A pesquisa foi realizada no banco de dados DATASUS (http://datasus.saude.gov.br/). Foram coletados dados nacionais de acordo com as seguintes etapas: A) Acessou-se o link datasus.saude.gov.br, deslizou-se a seta com o mouse até a aba “Acesso a Informação”, e depois foi-se a aba “Informações de Saúde (TABNET)”, clicou-se em “Epidemiológicas e Morbidade”. Na próxima página clicou-se em “Doenças e Agravos de Notificação – De 2007 em diante (SINAN)”. Na próxima página selecionou-se “Acidentes por Animais Peçonhentos. Na caixa “Abrangência Geográfica” optou-se por “Brasil por Região, UF e Município”. A partir dai seguiram-se os passos: A) Na linha, selecionou-se “Ano acidente”; na coluna “Não ativa”, e no conteúdo “Notificações”. Todos os dados coletados neste e nos próximos passos são entre 2010 a 2014. B) Na linha, selecionou-se “Ano acidente”; na coluna “Mês acidente”, e no conteúdo “Notificações”. C) Na linha, selecionou-se “Ano acidente”; na coluna “Região de notificação”, e no conteúdo “Notificações”. D) Na linha, selecionou-se “Ano acidente”; na coluna “Faixa etária”, e no conteúdo “Notificações”. E) Na linha, selecionou-se “Ano acidente”; na coluna “Raça”, e no conteúdo “Notificações”. F) Na linha, selecionou-se “Ano acidente”; na coluna “Sexo”, e no conteúdo “Notificações”. G) Na linha, selecionou-se “Ano acidente”; na coluna “Gestante”, e no conteúdo “Notificações”. H) Na linha, selecionou-se “Ano acidente”; na coluna “Tempo picada/atendimento”, e no conteúdo “Notificações”. I) Na linha, selecionou-se “Ano acidente”; na coluna “Tipo de Acidente”, e no conteúdo “Notificações”. J) Na linha, selecionou-se “Ano acidente”; na coluna “Classifica. Final”, e no conteúdo “Notificações”. K) Na linha, selecionou-se “Ano acidente”; na coluna “Evolução caso”, e no conteúdo “Notificações”

A compilação dos dados foi feita dentro do aplicativo Excel, componente do pacote Office da Microsoft Corporation. A pesquisa bibliografia foi realizada em artigos científicos, utilizando-se para busca computadores do laboratório de informática do Instituto Federal de Educação, Ciências e Tecnologia do Amapá, Campus Macapá, situado na: Rodovia BR 210 KM 3, s/n – Bairro Brasil Novo. CEP: 68.909-398, Macapá, Amapá, Brasil.

RESULTADOS

A figura 1 mostra a quantidade de acidentes causados por animais peçonhentos entre os anos de 2010 a 2014, indicando um aumento a cada ano.

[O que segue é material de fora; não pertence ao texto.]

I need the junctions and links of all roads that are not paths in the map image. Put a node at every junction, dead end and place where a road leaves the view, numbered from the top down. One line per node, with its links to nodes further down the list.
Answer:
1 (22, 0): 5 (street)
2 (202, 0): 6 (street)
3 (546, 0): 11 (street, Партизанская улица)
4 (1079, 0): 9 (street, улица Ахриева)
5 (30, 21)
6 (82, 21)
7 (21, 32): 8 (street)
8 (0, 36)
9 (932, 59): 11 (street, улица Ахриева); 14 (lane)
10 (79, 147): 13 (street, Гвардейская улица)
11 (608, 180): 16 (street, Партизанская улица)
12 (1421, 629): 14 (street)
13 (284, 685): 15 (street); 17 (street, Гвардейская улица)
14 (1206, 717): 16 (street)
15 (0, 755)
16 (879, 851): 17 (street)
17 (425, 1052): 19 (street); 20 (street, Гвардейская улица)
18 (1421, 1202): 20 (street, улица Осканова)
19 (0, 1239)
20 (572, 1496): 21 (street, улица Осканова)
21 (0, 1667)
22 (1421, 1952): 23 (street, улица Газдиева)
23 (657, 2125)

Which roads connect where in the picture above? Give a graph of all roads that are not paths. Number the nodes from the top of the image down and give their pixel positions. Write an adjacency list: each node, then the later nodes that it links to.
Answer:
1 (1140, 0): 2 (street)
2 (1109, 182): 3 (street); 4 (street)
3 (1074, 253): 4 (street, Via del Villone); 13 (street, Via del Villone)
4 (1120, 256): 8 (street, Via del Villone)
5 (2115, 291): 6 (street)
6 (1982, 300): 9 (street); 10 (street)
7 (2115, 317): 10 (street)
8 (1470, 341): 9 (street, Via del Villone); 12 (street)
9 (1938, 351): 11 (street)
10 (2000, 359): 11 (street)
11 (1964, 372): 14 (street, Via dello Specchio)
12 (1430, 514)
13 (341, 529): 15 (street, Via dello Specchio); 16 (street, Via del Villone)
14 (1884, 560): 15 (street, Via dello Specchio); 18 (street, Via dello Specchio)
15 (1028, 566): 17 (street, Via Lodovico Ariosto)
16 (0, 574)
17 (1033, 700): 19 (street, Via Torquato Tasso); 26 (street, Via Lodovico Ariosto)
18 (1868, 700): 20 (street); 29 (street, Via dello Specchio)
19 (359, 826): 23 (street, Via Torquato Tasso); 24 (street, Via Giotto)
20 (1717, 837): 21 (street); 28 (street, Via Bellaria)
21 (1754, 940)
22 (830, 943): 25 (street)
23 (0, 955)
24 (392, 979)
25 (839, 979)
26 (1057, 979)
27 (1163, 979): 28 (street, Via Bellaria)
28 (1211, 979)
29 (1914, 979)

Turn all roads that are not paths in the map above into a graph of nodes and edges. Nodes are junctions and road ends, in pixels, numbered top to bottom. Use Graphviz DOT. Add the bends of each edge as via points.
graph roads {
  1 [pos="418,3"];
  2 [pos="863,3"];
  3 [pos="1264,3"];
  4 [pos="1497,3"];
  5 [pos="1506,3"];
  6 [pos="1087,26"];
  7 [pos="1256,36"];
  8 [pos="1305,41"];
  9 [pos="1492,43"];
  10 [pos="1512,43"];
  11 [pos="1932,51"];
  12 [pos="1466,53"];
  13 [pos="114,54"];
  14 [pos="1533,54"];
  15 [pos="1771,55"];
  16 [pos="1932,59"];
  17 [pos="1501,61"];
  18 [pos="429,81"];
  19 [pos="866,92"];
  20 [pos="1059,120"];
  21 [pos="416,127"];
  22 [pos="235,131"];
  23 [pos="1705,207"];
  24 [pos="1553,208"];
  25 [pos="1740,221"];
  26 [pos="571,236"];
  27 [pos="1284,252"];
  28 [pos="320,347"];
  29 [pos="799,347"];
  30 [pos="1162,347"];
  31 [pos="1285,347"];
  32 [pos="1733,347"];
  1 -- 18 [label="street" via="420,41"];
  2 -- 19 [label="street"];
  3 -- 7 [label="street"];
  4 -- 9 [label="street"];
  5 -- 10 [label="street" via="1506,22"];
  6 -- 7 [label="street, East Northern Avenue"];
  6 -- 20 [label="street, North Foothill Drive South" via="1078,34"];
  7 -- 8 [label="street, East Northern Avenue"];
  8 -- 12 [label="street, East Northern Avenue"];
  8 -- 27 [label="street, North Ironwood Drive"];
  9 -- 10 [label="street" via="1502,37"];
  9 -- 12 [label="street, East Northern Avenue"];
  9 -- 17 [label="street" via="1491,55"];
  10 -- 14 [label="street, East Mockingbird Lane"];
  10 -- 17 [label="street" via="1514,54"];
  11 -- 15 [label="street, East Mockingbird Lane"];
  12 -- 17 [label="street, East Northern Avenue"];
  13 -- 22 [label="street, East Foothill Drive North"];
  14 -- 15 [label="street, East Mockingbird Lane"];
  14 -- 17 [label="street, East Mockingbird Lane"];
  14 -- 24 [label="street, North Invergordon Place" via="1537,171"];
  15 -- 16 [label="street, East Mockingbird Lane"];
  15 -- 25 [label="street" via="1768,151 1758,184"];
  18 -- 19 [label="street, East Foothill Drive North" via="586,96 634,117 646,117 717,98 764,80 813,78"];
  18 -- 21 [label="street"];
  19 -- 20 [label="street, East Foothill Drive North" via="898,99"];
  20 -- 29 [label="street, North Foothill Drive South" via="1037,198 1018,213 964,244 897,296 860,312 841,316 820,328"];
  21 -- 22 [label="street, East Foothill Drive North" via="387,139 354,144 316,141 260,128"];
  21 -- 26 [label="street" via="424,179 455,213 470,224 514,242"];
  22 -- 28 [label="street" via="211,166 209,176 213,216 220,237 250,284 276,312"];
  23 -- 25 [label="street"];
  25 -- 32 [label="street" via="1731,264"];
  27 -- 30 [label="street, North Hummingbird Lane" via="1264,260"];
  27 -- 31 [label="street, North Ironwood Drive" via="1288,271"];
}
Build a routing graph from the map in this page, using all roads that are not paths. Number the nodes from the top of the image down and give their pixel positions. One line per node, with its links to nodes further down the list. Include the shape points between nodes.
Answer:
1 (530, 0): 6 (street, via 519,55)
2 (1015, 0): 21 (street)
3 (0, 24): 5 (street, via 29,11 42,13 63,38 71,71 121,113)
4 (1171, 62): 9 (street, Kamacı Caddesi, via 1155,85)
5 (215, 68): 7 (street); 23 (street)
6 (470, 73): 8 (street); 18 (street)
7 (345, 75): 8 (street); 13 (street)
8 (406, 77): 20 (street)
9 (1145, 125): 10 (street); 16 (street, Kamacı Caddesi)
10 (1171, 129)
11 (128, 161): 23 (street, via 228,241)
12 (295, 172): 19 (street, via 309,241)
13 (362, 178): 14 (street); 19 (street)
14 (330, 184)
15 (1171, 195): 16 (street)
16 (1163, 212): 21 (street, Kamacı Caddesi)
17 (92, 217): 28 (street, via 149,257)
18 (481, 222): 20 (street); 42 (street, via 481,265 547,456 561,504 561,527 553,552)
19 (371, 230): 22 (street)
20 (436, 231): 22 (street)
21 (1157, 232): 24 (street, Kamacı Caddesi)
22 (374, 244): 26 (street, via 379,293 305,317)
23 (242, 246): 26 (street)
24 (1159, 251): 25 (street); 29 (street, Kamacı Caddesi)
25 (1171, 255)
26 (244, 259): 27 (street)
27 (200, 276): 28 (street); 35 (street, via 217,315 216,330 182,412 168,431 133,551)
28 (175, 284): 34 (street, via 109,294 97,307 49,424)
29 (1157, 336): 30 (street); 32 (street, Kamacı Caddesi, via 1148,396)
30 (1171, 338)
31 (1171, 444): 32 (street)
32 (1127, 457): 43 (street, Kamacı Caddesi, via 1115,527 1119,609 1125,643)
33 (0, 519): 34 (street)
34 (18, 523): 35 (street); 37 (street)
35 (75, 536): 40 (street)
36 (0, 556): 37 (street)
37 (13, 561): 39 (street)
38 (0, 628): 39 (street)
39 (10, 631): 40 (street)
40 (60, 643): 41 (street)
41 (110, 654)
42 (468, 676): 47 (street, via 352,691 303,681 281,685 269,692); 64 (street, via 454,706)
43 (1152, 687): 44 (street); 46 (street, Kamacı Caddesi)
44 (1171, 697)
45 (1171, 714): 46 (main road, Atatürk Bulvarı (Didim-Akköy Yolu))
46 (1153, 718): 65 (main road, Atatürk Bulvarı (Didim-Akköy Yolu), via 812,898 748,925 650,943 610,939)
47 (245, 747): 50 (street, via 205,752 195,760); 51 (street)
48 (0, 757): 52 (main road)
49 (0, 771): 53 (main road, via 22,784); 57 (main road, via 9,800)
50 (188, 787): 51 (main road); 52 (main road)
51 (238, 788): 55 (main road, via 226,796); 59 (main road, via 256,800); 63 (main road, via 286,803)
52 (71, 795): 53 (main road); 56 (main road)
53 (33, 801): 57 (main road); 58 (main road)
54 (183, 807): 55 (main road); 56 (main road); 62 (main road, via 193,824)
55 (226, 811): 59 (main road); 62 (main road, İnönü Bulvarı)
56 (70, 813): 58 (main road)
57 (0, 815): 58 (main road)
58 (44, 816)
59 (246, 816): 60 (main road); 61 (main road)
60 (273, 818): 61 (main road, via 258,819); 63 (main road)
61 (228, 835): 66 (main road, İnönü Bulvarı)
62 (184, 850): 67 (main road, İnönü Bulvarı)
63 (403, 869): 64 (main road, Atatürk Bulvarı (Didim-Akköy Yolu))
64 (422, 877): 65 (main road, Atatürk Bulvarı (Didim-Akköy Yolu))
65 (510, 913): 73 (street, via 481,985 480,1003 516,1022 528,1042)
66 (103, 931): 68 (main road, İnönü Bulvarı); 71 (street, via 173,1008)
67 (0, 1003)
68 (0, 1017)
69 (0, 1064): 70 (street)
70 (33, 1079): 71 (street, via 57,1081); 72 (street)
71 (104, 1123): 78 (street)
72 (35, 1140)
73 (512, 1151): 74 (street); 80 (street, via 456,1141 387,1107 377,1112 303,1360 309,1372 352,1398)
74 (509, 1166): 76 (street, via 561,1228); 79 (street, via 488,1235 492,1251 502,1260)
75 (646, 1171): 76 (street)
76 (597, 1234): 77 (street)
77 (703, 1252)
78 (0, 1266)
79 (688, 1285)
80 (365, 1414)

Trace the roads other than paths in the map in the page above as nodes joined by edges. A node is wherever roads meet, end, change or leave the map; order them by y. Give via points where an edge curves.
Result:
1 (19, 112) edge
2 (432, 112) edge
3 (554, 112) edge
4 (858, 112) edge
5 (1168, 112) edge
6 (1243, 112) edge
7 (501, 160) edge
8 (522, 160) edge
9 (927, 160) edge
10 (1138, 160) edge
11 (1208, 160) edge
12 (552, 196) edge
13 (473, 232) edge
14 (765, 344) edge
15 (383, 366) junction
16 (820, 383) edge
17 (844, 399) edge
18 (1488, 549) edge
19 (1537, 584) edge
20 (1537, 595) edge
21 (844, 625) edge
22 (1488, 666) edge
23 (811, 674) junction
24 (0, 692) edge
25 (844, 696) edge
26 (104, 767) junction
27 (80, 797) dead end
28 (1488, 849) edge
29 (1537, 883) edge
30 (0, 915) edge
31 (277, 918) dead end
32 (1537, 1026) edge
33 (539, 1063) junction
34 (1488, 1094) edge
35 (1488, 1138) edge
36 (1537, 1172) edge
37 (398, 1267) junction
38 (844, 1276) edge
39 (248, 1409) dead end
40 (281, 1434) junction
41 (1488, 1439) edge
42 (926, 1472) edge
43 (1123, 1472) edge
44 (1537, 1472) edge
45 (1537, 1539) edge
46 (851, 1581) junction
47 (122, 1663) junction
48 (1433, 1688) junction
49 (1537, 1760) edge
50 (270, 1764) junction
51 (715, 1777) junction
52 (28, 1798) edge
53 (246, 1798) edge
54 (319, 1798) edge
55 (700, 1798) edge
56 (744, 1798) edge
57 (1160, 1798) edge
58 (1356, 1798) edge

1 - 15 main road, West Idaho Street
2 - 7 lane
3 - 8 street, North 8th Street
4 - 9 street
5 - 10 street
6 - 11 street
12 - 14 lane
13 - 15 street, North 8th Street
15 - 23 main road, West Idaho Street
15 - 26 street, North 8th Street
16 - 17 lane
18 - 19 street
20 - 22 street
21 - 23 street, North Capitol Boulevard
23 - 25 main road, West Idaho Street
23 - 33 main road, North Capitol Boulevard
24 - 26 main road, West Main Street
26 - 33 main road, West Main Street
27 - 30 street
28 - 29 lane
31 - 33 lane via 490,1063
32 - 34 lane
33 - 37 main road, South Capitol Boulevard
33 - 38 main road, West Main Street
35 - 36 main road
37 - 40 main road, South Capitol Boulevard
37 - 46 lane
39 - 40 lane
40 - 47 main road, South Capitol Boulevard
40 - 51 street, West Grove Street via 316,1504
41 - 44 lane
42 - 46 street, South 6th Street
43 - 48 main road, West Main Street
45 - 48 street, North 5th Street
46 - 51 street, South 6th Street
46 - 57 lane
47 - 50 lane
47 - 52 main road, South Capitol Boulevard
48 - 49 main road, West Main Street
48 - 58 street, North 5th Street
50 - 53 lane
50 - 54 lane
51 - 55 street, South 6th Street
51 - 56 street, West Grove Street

Figura 1 Mostra o número de casos de acidentes causados por animais peçonhentos no Brasil entre os anos de 2010 e 2014.

A figura 2 mostra o número de acidentes causados por animais peçonhentos por meses do ano entre os anos de 2010 a 2014. O maior número ocorre em janeiro, apresentando uma queda em fevereiro, aumentando novamente em março e novamente declinando até chegar julho. Este é o mês com o menor número de casos, ocorrendo aumento nos meses subsequentes.

Figura 2 Mostra o número de casos de acidentes causados por animais peçonhentos no Brasil entre os anos de 2010 e 2014, por meses do ano.

A figura 3 mostra o número de notificações de acidentes causados por animais peçonhentos do Brasil entre os anos de 2010 e 2014, por regiões do país. O maior número de casos ocorre na região sudeste seguido, respectivamente, pelas regiões nordeste, sul, norte e centro-oeste.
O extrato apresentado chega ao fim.